Le conseil de l’ordre doit rendre son avis dans un délai d’un mois. Passé ce délai le justiciable saisit la juridiction compétente.
Aujourd’hui ce délai est de l’ordre de plusieurs années.
L’avis du conseil de l’ordre n’est en aucun cas opposable au justiciable. Après avoir rendu son avis dans un délai d’un mois, le conseil de l’ordre doit totalement s’effacer de la procédure.

Proposition 17.
En vertu des dispositions de la loi du 29 juillet 1881, le Conseil de l’ordre des avocats aux conseils affirme que l’avocat est libre de ses écritures, autrement dit, il peut déclarer des éléments totalement faux. Cette disposition est inadmissible car contraire à l’expression d’une justice véritablement républicaine.
Si nul ne peut contester à un avocat de ne pas plaider une affaire contraire à ses convictions ou enfermant des éléments d’incompatibilité, ce professionnel ne peut mentir en produisant des faux ou en omettant de déclarer toute la vérité.
Si le mensonge même par omission révèle une intention de desservir son client, l’avocat doit être immédiatement sanctionné : remboursement des honoraires perçus et paiement des dommages et intérêts.
Au minimum, cette disposition doit faire l’objet d’une redéfinition

Proposition 18.
Recours contre une sanction pénale.
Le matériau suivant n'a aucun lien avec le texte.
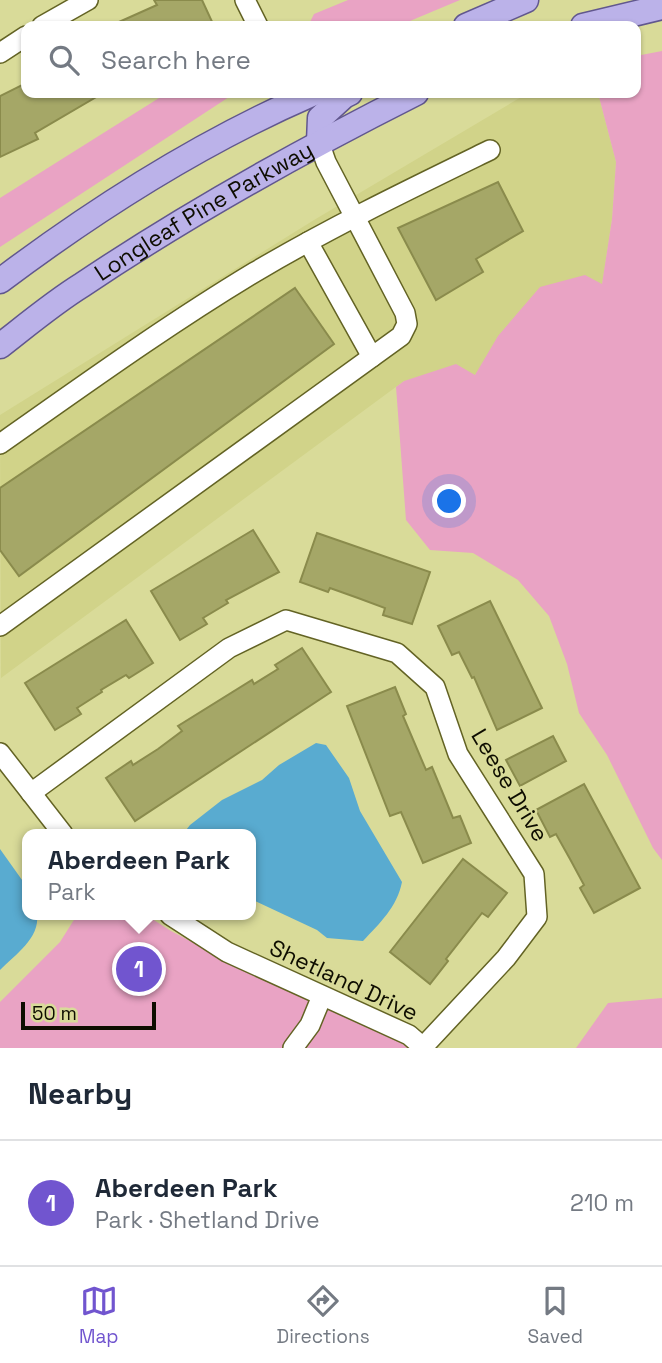 <!DOCTYPE html>
<html lang="en">
<head>
<meta charset="utf-8">
<style>
  body { margin:0; font-family:"Space Grotesk",sans-serif; background:#f6f6f7; color:#1f2937 }
  .scale { position:absolute; left:21px; bottom:18px; width:135px; box-sizing:border-box; padding-left:7px; border:4px solid #0e0d00; border-top:0; font-size:19px; line-height:24px; white-space:nowrap; color:#0e0d00; -webkit-text-stroke:5px #d9db99; paint-order:stroke }
  .you { position:absolute; left:450px; top:502px; width:24px; height:24px; margin:-18px; border:5px solid #fff; border-radius:50%; background:#1a73e8; box-shadow:0 0 0 10px #1a73e833 }
  .badge { display:grid; place-items:center; width:46px; height:46px; border-radius:50%; background:#7155cf; color:#fff; font-size:23px; font-weight:700 }
  .pin { position:absolute; translate:-50% -50%; border:4px solid #fff; box-shadow:0 2px 7px #0006 }
  .popup { position:absolute; left:22px; top:829px; width:234px; height:91px; box-sizing:border-box; display:grid; place-content:center; border-radius:14px; background:#fff; filter:drop-shadow(0 2px 5px #0005); font-size:23px; white-space:nowrap; color:#747a83 }
  .popup b { font-size:26px; color:#1f2937 }
  .popup::after { content:''; position:absolute; left:50%; top:100%; margin-left:-14px; border:14px solid transparent; border-top-color:#fff }
  .list { margin:0; padding:0; list-style:none }
  h2 { display:flex; justify-content:space-between; align-items:center; height:91px; margin:0; padding:0 28px; font-size:30px }
  h2 small { font-size:23px; font-weight:400; color:#747a83 }
  .list li { display:grid; grid-template-columns:46px 1fr auto; gap:21px; align-items:center; box-sizing:border-box; height:126px; padding:0 28px; border-top:2px solid #e0e1e3 }
  .list b { display:block; font-size:26px; white-space:nowrap }
  .list p { margin:0; font-size:23px; white-space:nowrap; color:#747a83 }
  .list em { font-size:23px; font-style:normal; color:#747a83 }
  .icon { flex:none; width:38px; height:38px; fill:none; stroke:currentColor; stroke-width:2; stroke-linecap:round; stroke-linejoin:round }
  .map { position:relative; flex:none; width:662px; height:1048px; overflow:hidden }
  .search { position:absolute; background:#fff; box-shadow:0 2px 5px #0004; left:21px; right:21px; top:21px; height:77px; display:flex; align-items:center; gap:18px; box-sizing:border-box; padding:0 24px; border-radius:14px; color:#747a83; font-size:26px }
  .sheet { height:217px; background:#fff }
  nav { display:flex; justify-content:space-around; align-items:center; box-sizing:border-box; height:98px; border-top:2px solid #e0e1e3; background:#fff; font-size:19px; color:#747a83 }
  nav a { display:grid; justify-items:center; gap:4px }
  nav .on { color:#7155cf }
  .map>svg:first-child { display:block }
  .built { fill:#d1d389 }
  .green { fill:#e9a3c4 }
  .water { fill:#59abd0 }
  .building { fill:#a5a767; stroke:#8a8b4c; stroke-width:2 }
  .lines { fill:none; stroke-linecap:round; stroke-linejoin:round }
  .minor-casing { stroke:#636324; stroke-width:22 }
  .major-casing { stroke:#61578e; stroke-width:27 }
  .minor { stroke:#fff; stroke-width:19 }
  .major { stroke:#bbb2e9; stroke-width:24 }
  .labels { text-anchor:middle; dominant-baseline:central; stroke-width:5; stroke-linejoin:round; paint-order:stroke }
  .street-label { font-size:23px; fill:#0e0d00; stroke:#d9db99 }
</style>
</head>
<body>
<div class="map">
<svg width="662" height="1048" viewBox="0 0 662 1048">
  <rect width="100%" height="100%" fill="#d9db99"/>
  <path class="built" d="M 528,93 L 598,93 L 616,162 L 612,219 L 602,285 L 475,375 L 404,381 L 1,678 L 0,415 L 314,220 Z"/>
  <g class="green">
    <path d="M 348,0 L 460,0 L 398,26 L 308,26 L 314,14 Z"/>
    <path d="M 662,51 L 662,860 L 653,848 L 607,755 L 579,713 L 567,664 L 549,616 L 518,580 L 473,553 L 430,550 L 406,520 L 396,387 L 404,381 L 456,364 L 475,375 L 498,336 L 540,287 L 585,275 L 602,284 L 612,219 L 616,162 L 598,93 L 636,93 L 636,56 Z"/>
    <path d="M 167,93 L 230,93 L 229,97 L 0,247 L 0,198 Z"/>
    <path d="M 77,915 L 146,915 L 171,931 L 226,960 L 394,1038 L 408,1048 L 0,1048 L 0,1002 L 60,942 Z"/>
    <path d="M 662,998 L 662,1048 L 576,1048 L 608,1003 Z"/>
  </g>
  <g class="water">
    <path d="M 316,743 L 326,745 L 349,778 L 360,811 L 402,882 C 397,907 380,923 363,941 L 327,938 L 317,930 L 251,899 L 251,834 L 183,834 L 190,825 L 222,800 L 262,780 L 279,765 Z"/>
    <path d="M 0,849 L 27,887 L 27,915 L 37,915 C 40,938 15,955 0,970 Z"/>
  </g>
  <g class="building">
    <path d="M 154,0 L 202,0 L 214,26 L 110,26 L 157,5 Z"/>
    <path d="M 26,83 L 26,93 L 103,93 L 35,133 L 38,139 L 0,157 L 0,96 Z"/>
    <path d="M 498,182 L 523,231 L 476,259 L 483,272 L 436,300 L 398,228 Z"/>
    <path d="M 295,288 L 334,344 L 19,576 L 0,550 L 0,488 Z"/>
    <path d="M 253,530 L 279,572 L 226,600 L 228,603 L 203,618 L 207,624 L 180,640 L 151,591 Z"/>
    <path d="M 317,533 L 430,572 L 412,624 L 383,615 L 385,608 L 358,598 L 330,588 L 328,592 L 300,582 Z"/>
    <path d="M 490,601 L 542,708 L 497,730 L 474,677 L 472,678 L 459,652 L 452,655 L 438,626 Z"/>
    <path d="M 126,620 L 153,663 L 129,678 L 126,675 L 101,690 L 102,692 L 77,708 L 81,714 L 55,730 L 25,683 Z"/>
    <path d="M 302,648 L 331,692 L 135,821 L 106,778 L 131,761 L 133,765 L 158,749 L 182,731 L 178,726 L 252,680 L 254,684 L 278,669 L 275,665 Z"/>
    <path d="M 395,687 L 406,714 L 403,716 L 426,770 L 432,767 L 453,818 L 460,816 L 471,843 L 423,863 L 401,812 L 390,816 L 347,706 Z"/>
    <path d="M 553,736 L 566,761 L 520,786 L 506,760 Z"/>
    <path d="M 584,784 L 640,888 L 594,913 L 580,888 L 584,885 L 570,859 L 556,834 L 550,837 L 536,810 Z"/>
    <path d="M 463,859 L 507,893 L 488,917 L 482,913 L 446,959 L 448,961 L 430,984 L 390,952 Z"/>
  </g>
  <g class="lines">
    <defs>
      <g id="minor">
        <path d="M 245,0 L 258,26"/>
        <path d="M 42,26 L 88,0"/>
        <path d="M 0,53 L 26,36"/>
        <path d="M 308,242 L 372,357"/>
        <path d="M 0,444 C 84,385 167,325 255,272 C 331,227 410,189 490,150"/>
        <path d="M 0,626 L 401,336 L 407,324 L 405,313 L 326,162 L 319,142"/>
        <path d="M 0,753 L 63,834"/>
        <path d="M 31,793 L 229,648 L 286,620 L 397,653 L 435,687 L 458,754 L 534,874 L 537,917 L 506,958 L 423,1047"/>
        <path d="M 170,915 L 227,952 L 409,1035 L 424,1048"/>
        <path d="M 293,1048 L 310,1025 L 322,996"/>
      </g>
      <g id="major">
        <path d="M 466,26 L 526,0"/>
        <path d="M 583,26 L 662,7"/>
        <path d="M 319,142 L 320,118 L 344,96 L 350,93"/>
        <path d="M 0,281 C 97,208 203,141 314,93"/>
        <path id="s1" d="M 0,346 C 27,325 53,303 82,285 C 189,213 301,151 416,93"/>
      </g>
    </defs>
    <use href="#minor" class="minor-casing"/>
    <use href="#major" class="major-casing"/>
    <use href="#minor" class="minor"/>
    <use href="#major" class="major"/>
  </g>
  <g class="labels">
    <g class="street-label">
      <text stroke="none"><textPath href="#s1" startOffset="245">Longleaf Pine Parkway</textPath></text>
      <text transform="translate(510 785) rotate(59)">Leese Drive</text>
      <text transform="translate(344 980) rotate(25)">Shetland Drive</text>
    </g>
  </g>
</svg>
<div class="scale">50 m</div>
<div class="you"></div>
<div class="pin badge" style="left:139px;top:969px">1</div>
<div class="popup"><b>Aberdeen Park</b>Park</div>
<div class="search"><svg class="icon" aria-label="search" viewBox="0 0 24 24"><circle cx="10" cy="10" r="6"/><path d="M15 15l6 6"/></svg>Search here</div>
</div>
<section class="sheet">
<h2>Nearby<small></small></h2>
<ul class="list">
<li><span class="badge">1</span><div><b>Aberdeen Park</b><p>Park · Shetland Drive</p></div><em>210 m</em></li>
</ul>
</section>
<nav>
<a class="on"><svg class="icon" aria-label="map" viewBox="0 0 24 24"><path d="M3 6l6-2 6 2 6-2v14l-6 2-6-2-6 2zM9 4v14M15 6v14"/></svg>Map</a>
<a><svg class="icon" aria-label="directions" viewBox="0 0 24 24"><path d="M12 3l9 9-9 9-9-9zM9 14v-3h6M13 9l2 2-2 2"/></svg>Directions</a>
<a><svg class="icon" aria-label="saved" viewBox="0 0 24 24"><path d="M7 4h10v16l-5-4-5 4z"/></svg>Saved</a>
</nav>
</body>
</html>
Une victime d'une infraction pénale n'a pas le droit aujourd'hui d'interjeter Appel sur la sanction pénale, alors que le Parquet a ce droit, il serait possible pour cette Victime de lui permettre de discuter de cette sanction pénale, ce qui serait équitable dans un procès pénal.

Proposition 19.
Enfin, il serait aussi équitable le cas échéant de faire juger en cas de faute grave d'un magistrat, sa responsabilité professionnelle devant une juridiction spécialisée en cette matière, ce qui n'est pas possible aujourd'hui, sauf à mettre en cause la Responsabilité de l'Etat pour dysfonctionnement des services judiciaires.

Proposition 20.
Le Conseil supérieur de la magistrature (CSM) doit être réformé et sa composition restreinte. Aujourd’hui, les centaines de plaintes reçues n’aboutissent que dans quelques rares cas et de façon totalement anonyme. Les magistrats bénéficient d’une surprotection qui en fait des citoyens presque au-dessus des lois de la République.

Proposition 21.
Une association, un groupe de 10 citoyens, un maire, un député ou un sénateur peuvent saisir le Conseil constitutionnel pour une question prioritaire de constitutionnalité (Qpc).
Cette ouverture va dans le sens d’une plus grande démocratie participative et une meilleure construction de l’Etat de droit.

Proposition 22.
Il faut rendre le magistrat responsable de ses actes comme tous les citoyens. A cet effet,  une visite médicale de santé physique, mentale et morale, doit être faite tous les cinq ans, afin d’éliminer toutes les incompatibilités susceptibles d’altérer l’expression d’une justice républicaine.

Proposition 23.
Les membres du conseil constitutionnel seront élus au suffrage universel à partir d’une liste paritaire de candidats et de candidates au nombre du double des membres à renouveler.
Le mode de désignation actuel est contraire  au principe constitutionnel qui place le peuple au cœur de l’organisation sociale.
Les anciens Présidents de la République peuvent se porter candidats en se soumettant aux conditions et à la procédure retenue. Autrement dit, ils ne seront plus automatiquement membres de droit.